2. Motivation, inspiration and drive are critical for success. Athletic skill is clearly an important component for excelling at competition, but most athletes in the games exhibited more than just physical excellence. Their significant achievements can also be credited to continuous motivation, drive and faith in themselves. They live by the mantras: never settle for just good, always strive to be great and push yourself beyond limits. For South African sprinter Oscar Pistorius, a dramatic feat had already been accomplished by simply him competing in the games as a double amputee. And USA track athlete Manteo Mitchell ran the entire 4×400 relay on broken leg. These incredible obstacles did not stop them from their ultimate dream and their sheer will drove them to success.
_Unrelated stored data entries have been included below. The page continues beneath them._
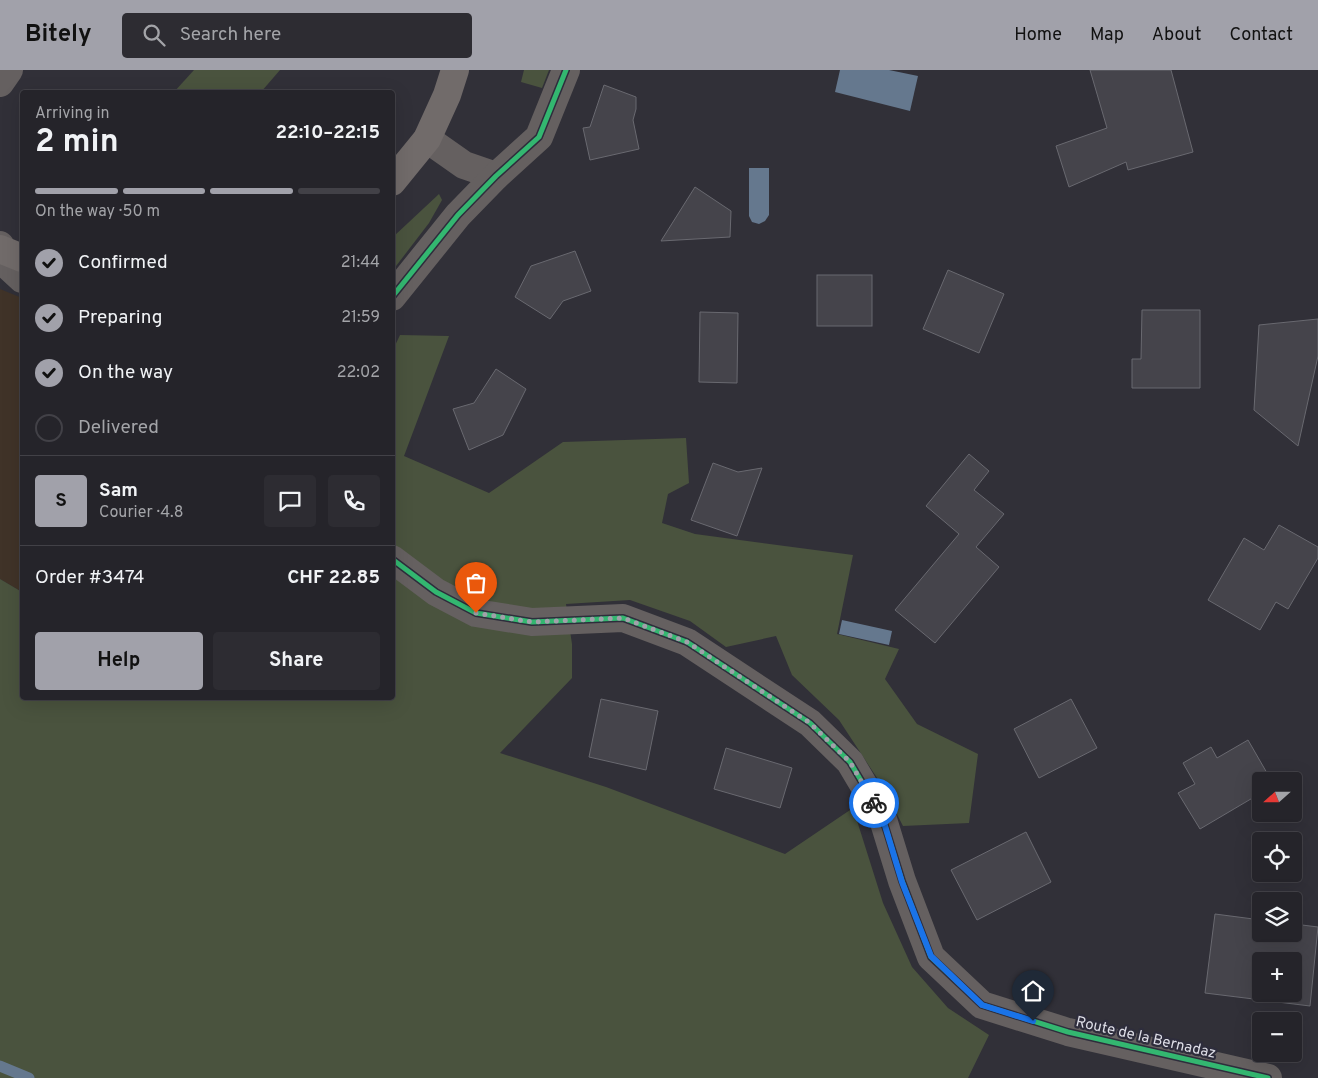 <!DOCTYPE html>
<html lang="en">
<head>
<meta charset="utf-8">
<style>
	body { margin:0; font-family:Overpass,sans-serif; background:#2d2c32; color:#f1f3f6; height:100vh; display:flex; flex-direction:column; font-size:19px; white-space:nowrap }
	* { box-sizing:border-box; margin:0 }
	p { font-size:16px; color:#a3a4a8 }
	.icon { flex:none; width:28px; height:28px; fill:none; stroke:currentColor; stroke-width:2; stroke-linecap:round; stroke-linejoin:round }
	.map { position:relative; flex:1; overflow:hidden }
	.drawer { position:absolute; left:20px; top:20px; width:375px; height:610px; display:flex; flex-direction:column; background:#25242a; border-radius:5px; box-shadow:0 5px 20px #0002,0 0 0 1px #424147 }
	.drawer>* { flex:none }
	.needle { width:32px; rotate:249deg }
	.controls { position:absolute; left:1252px; top:702px; display:grid; gap:10px }
	.controls a { display:grid; place-items:center; width:50px; height:50px; border-radius:5px; background:#25242a; box-shadow:0 5px 20px #0002,0 0 0 1px #424147; font-size:25px }
	.pin { position:absolute; display:grid; place-items:center; width:42px; height:42px; color:#fff; margin:-51px -21px; border-radius:50% 50% 50% 0; rotate:-45deg; box-shadow:0 0 5px #0007 }
	.pin .icon { rotate:45deg }
	.courier { position:absolute; display:grid; place-items:center; width:50px; height:50px; margin:-25px; border:4px solid #1a73e8; border-radius:50%; background:#fff; color:#222; box-shadow:0 1px 6px #0007 }
	.headline em { font-style:normal; font-weight:700 }
	.headline div { display:flex; flex-direction:column-reverse }
	.headline { display:flex; align-items:center; justify-content:space-between; height:85px; padding:0 15px }
	h1 { font-size:32px; font-weight:700; line-height:38px }
	.bar { display:grid; grid-template-columns:repeat(4,1fr); gap:8px 5px; align-content:center; height:60px; padding:0 15px }
	.bar i { height:6px; border-radius:4px; background:#424147 }
	.bar .current { background:#a1a1aa }
	.bar p { grid-column:span 4 }
	.line { display:flex; align-items:center; gap:12px; padding:0 15px; border-top:1px solid #424147 }
	.line div { flex:1 }
	.round { display:grid; place-items:center; flex:none; width:52px; height:52px; border-radius:5px; background:#2d2c32 }
	ol { padding:0 15px; list-style:none }
	li { display:flex; align-items:center; gap:15px; height:55px }
	li p { margin-inline-start:auto }
	li .icon { padding:5px; border-radius:50%; background:#a1a1aa; color:#111; stroke-width:4 }
	li:last-child { color:#a3a4a8 }
	li i { width:28px; height:28px; border:2px solid #424147; border-radius:50% }
	.primary-button { display:flex; gap:10px; margin-top:auto; padding:10px 15px }
	.primary-button a { flex:1; height:58px; border-radius:5px; background:#a1a1aa; color:#111; font-size:20px; font-weight:700; line-height:58px; text-align:center }
	.primary-button a+a { background:#2d2c32; color:#f1f3f6 }
	header { display:flex; align-items:center; gap:30px; box-sizing:border-box; height:70px; padding:0 25px; background:#a1a1aa; color:#111 }
	header strong { font-size:24px }
	nav { display:flex; gap:28px; margin-inline-start:auto; font-size:18px }
	.search { width:350px; height:45px; background:#2d2c32; display:flex; align-items:center; gap:12px; box-sizing:border-box; padding:0 18px; border-radius:5px; color:#a3a4a8; font-size:19px }
	.map>svg:first-child { display:block }
	.commercial { fill:#403328 }
	.green { fill:#4a533e }
	.water { fill:#65788e }
	.lines { fill:none; stroke-linecap:round; stroke-linejoin:round }
	.stream { stroke:#65788e; stroke-width:11 }
	.building { fill:#45444b; stroke:#696970; fill-rule:evenodd }
	.minor { stroke:#656060; stroke-width:28 }
	.tertiary { stroke:#656060; stroke-width:28 }
	.secondary { stroke:#716b6a; stroke-width:28 }
	.secondary-bridge { stroke:#716b6a; stroke-width:28 }
	.cycleway-casing { stroke:#2e2d3c; stroke-width:8 }
	.cycleway { stroke:#33b770; stroke-width:5 }
	.done { stroke:#a1a1aa; stroke-width:5; stroke-dasharray:0 9 }
	.route { stroke:#1a73e8; stroke-width:6 }
	.labels { text-anchor:middle; stroke-width:4.5; stroke-linejoin:round; paint-order:stroke }
	.street-label { font-size:15px; fill:#dedee7; stroke:#2e2d3c }
</style>
</head>
<body>
<header>
<strong>Bitely</strong>
<div class="search"><svg class="icon" aria-label="search" viewBox="0 0 24 24"><circle cx="10" cy="10" r="6"/><path d="M15 15l6 6"/></svg>Search here</div>
<nav><a>Home</a><a>Map</a><a>About</a><a>Contact</a></nav>
</header>
<div class="map">
<svg width="1318" height="1008" viewBox="0 0 1318 1008">
	<rect width="100%" height="100%" fill="#313038"/>
	<path class="commercial" d="M 0,219 L 22,228 L 22,522 L 0,509 Z"/>
	<g class="green">
		<path d="M 194,0 L 280,0 L 261,22 L 174,22 Z"/>
		<path d="M 524,0 L 549,0 L 542,18 L 521,12 Z"/>
		<path d="M 439,124 L 442,130 L 429,153 L 393,200 L 393,167 Z"/>
		<path d="M 400,265 L 449,266 L 404,386 L 489,423 L 563,372 L 686,368 L 689,413 L 668,424 L 662,453 L 695,464 L 853,485 L 837,564 L 899,579 L 885,609 L 917,654 L 978,684 L 969,753 L 903,756 L 883,717 L 839,650 L 792,605 L 776,566 L 726,577 L 690,551 L 630,530 L 566,534 L 572,574 L 572,608 L 500,683 L 606,717 L 785,784 L 853,738 L 883,833 L 912,897 L 948,938 L 989,965 L 968,1008 L 0,1008 L 0,509 L 22,522 L 22,628 L 392,628 L 392,282 Z"/>
	</g>
	<g class="water">
		<path d="M 840,0 L 889,0 L 918,6 L 910,41 L 835,22 Z"/>
		<path d="M 749,98 L 769,98 L 769,145 L 765,151 L 759,154 L 752,152 L 749,146 Z"/>
		<path d="M 842,550 L 892,561 L 889,575 L 839,564 Z"/>
	</g>
	<g class="lines">
		<path class="stream" d="M 0,996 L 29,1008"/>
	</g>
	<g class="building">
		<path d="M 1090,0 L 1171,0 L 1193,82 L 1128,100 L 1126,92 L 1069,117 L 1056,76 L 1107,58 Z"/>
		<path d="M 604,15 L 636,27 L 636,39 L 633,50 L 639,79 L 590,90 L 583,58 L 590,57 Z"/>
		<path d="M 695,117 L 731,141 L 730,167 L 661,171 Z"/>
		<path d="M 575,181 L 591,221 L 563,231 L 550,249 L 515,227 L 531,196 Z"/>
		<path d="M 948,200 L 1004,224 L 979,283 L 923,259 Z"/>
		<rect x="817" y="205" width="55" height="51"/>
		<path d="M 1142,240 L 1200,240 L 1200,318 L 1132,318 L 1132,289 L 1141,289 Z"/>
		<path d="M 700,242 L 738,243 L 737,313 L 699,312 Z"/>
		<path d="M 1318,249 L 1318,286 L 1298,376 L 1254,340 L 1259,255 Z"/>
		<path d="M 496,299 L 526,319 L 503,365 L 469,380 L 453,339 L 474,333 Z"/>
		<path d="M 969,384 L 989,401 L 974,420 L 1004,444 L 976,477 L 999,497 L 935,573 L 895,540 L 959,464 L 926,436 Z"/>
		<path d="M 713,393 L 738,402 L 762,398 L 737,466 L 691,450 Z"/>
		<path d="M 1279,455 L 1318,477 L 1318,488 L 1288,539 L 1276,532 L 1260,560 L 1208,530 L 1244,468 L 1264,480 Z"/>
		<path d="M 601,629 L 658,641 L 646,700 L 589,687 Z"/>
		<path d="M 1071,629 L 1097,678 L 1039,708 L 1014,659 Z"/>
		<path d="M 1248,670 L 1267,703 L 1261,706 L 1261,723 L 1200,759 L 1178,723 L 1195,714 L 1183,693 L 1211,677 L 1217,688 Z"/>
		<path d="M 726,678 L 792,698 L 780,738 L 714,719 Z"/>
		<path d="M 1026,762 L 1051,812 L 977,850 L 951,800 Z"/>
		<path d="M 1215,844 L 1261,850 L 1261,864 L 1294,864 L 1294,854 L 1318,857 L 1310,936 L 1205,923 ZM 1261,891 L 1294,891 L 1294,924 L 1261,924 Z"/>
	</g>
	<g class="lines">
		<g class="minor">
			<path d="M 427,69 L 464,95 L 496,106"/>
			<path d="M 392,227 L 458,145 L 496,106 L 539,67 L 566,0"/>
		</g>
		<g class="tertiary">
			<path d="M 0,13 L 9,0"/>
			<path d="M 0,175 L 8,196 L 22,209"/>
			<path d="M 392,489 L 436,522 L 476,543 L 532,552 L 623,548 L 687,572 L 810,653 L 850,692 L 882,746 L 902,811 L 931,887 L 982,935 L 1068,962 L 1268,1008"/>
		</g>
		<path class="secondary" d="M 392,112 L 427,69 L 447,25 L 455,0"/>
		<path class="secondary-bridge" d="M 0,179 L 22,188"/>
		<g class="cycleway-casing">
			<g id="cycleway">
				<path d="M 392,227 L 458,145 L 496,106 L 539,67 L 566,0"/>
				<path d="M 392,489 L 436,522 L 476,543 L 532,552 L 623,548 L 687,572 L 810,653 L 850,692 L 882,746 L 902,811 L 931,887 L 982,935 L 1068,962 L 1268,1008"/>
			</g>
		</g>
		<use href="#cycleway" class="cycleway"/>
	</g>
	<g class="lines">
		<path class="done" d="M 476,543 L 532,552 L 623,548 L 687,572 L 810,653 L 850,692 L 874,733"/>
		<path class="route" d="M 874,733 L 882,746 L 902,812 L 931,886 L 982,935 L 1033,951"/>
	</g>
	<g class="labels">
		<g class="street-label">
			<text transform="translate(1146 967) rotate(13)" y="5">Route de la Bernadaz</text>
		</g>
	</g>
</svg>
<div class="controls">
<a><svg class="needle" viewBox="-14 -14 28 28"><path d="M0-13l5 13h-10z" fill="#e53935"/><path d="M0 13l5-13h-10z" fill="#a3a4a8"/></svg></a>
<a><svg class="icon" aria-label="locate" viewBox="0 0 24 24"><circle cx="12" cy="12" r="6"/><path d="M12 2v4M12 18v4M2 12h4M18 12h4"/></svg></a>
<a><svg class="icon" aria-label="layers" viewBox="0 0 24 24"><path d="M12 4l9 5-9 5-9-5zM3 14l9 5 9-5"/></svg></a>
<a>+</a>
<a>−</a>
</div>
<div class="pin" style="left:476px;top:543px;background:#ea580c"><svg class="icon" aria-label="bag" viewBox="0 0 24 24"><path d="M5 8h14l-1 12H6zM9 8a3 3 0 0 1 6 0"/></svg></div>
<div class="pin" style="left:1033px;top:951px;background:#1f2937"><svg class="icon" aria-label="home" viewBox="0 0 24 24"><path d="M3 11l9-7 9 7M6 9v11h12V9"/></svg></div>
<div class="courier" style="left:874px;top:733px"><svg class="icon" aria-label="bike" viewBox="0 0 24 24"><circle cx="6" cy="16" r="4"/><circle cx="18" cy="16" r="4"/><path d="M6 16l4-8h5l3 8M10 8l3 8H6M13 5h3"/></svg></div>
<section class="drawer">
<div class="headline"><div><h1>2 min</h1><p>Arriving in</p></div><em>22:10–22:15</em></div>
<div class="bar"><i class="current"></i><i class="current"></i><i class="current"></i><i></i><p>On the way · 50 m</p></div>
<ol>
<li><svg class="icon" aria-label="check" viewBox="0 0 24 24"><path d="M5 12l5 5 9-10"/></svg>Confirmed<p>21:44</p></li>
<li><svg class="icon" aria-label="check" viewBox="0 0 24 24"><path d="M5 12l5 5 9-10"/></svg>Preparing<p>21:59</p></li>
<li><svg class="icon" aria-label="check" viewBox="0 0 24 24"><path d="M5 12l5 5 9-10"/></svg>On the way<p>22:02</p></li>
<li><i></i>Delivered</li>
</ol>
<div class="line" style="height:90px"><b class="round" style="background:#a1a1aa;color:#111">S</b><div><b>Sam</b><p>Courier · 4.8</p></div><a class="round"><svg class="icon" aria-label="chat" viewBox="0 0 24 24"><path d="M4 5h16v11H9l-5 4z"/></svg></a><a class="round"><svg class="icon" aria-label="phone" viewBox="0 0 24 24"><path d="M5 4h4l2 5-3 2q2 4 5 5l2-3 5 2v4C11 20 4 13 5 4z"/></svg></a></div>
<div class="line" style="height:65px"><div>Order #3474</div><b>CHF 22.85</b></div>
<div class="primary-button"><a>Help</a><a>Share</a></div>
</section>
</div>
</body>
</html>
3. Teamwork is critical to success. Surround yourself with colleagues, friends and family who will help and support you. In team sports, athletes obviously work together to win, but it is also important to acknowledge examples of non-traditional team events. Michael Phelps, the most decorated Olympic athlete ever, thanked his relay team for helping him to win all those medals. Without them as a supporting cast, he wouldn’t have won as many medals as he did. Another common sight seen was of the families and coaching staff supporting and cheering the athletes along as if they were themselves competing. This support was critical in contributing to the athlete’s success. No one can truly do it alone.
4. Learn from your mistakes. At the end of practice or their performances, the athletes recapped their mistakes to see what they did wrong and learn how they can be better next time. The USA women’s soccer team lost the World Cup to Japan last year, but when facing them in the Olympics a short time later beat them to win the gold. Surely they reviewed and watched and analyzed their past matchup to ensure a better performance for the future. Same is in life where we need to observe ourselves, ask for feedback and measure our actions so we can strive to be more effective in the future.
The Olympics were certainly action packed with all the athletic events we awaited and anticipated. These last two weeks also reminded us that Olympic athletes should be admired not only for their athletic skill, but also for the behaviors and examples they set for us to follow and live by.
What was your favorite Olympic moment or lesson learned? What will you remember most about these London games?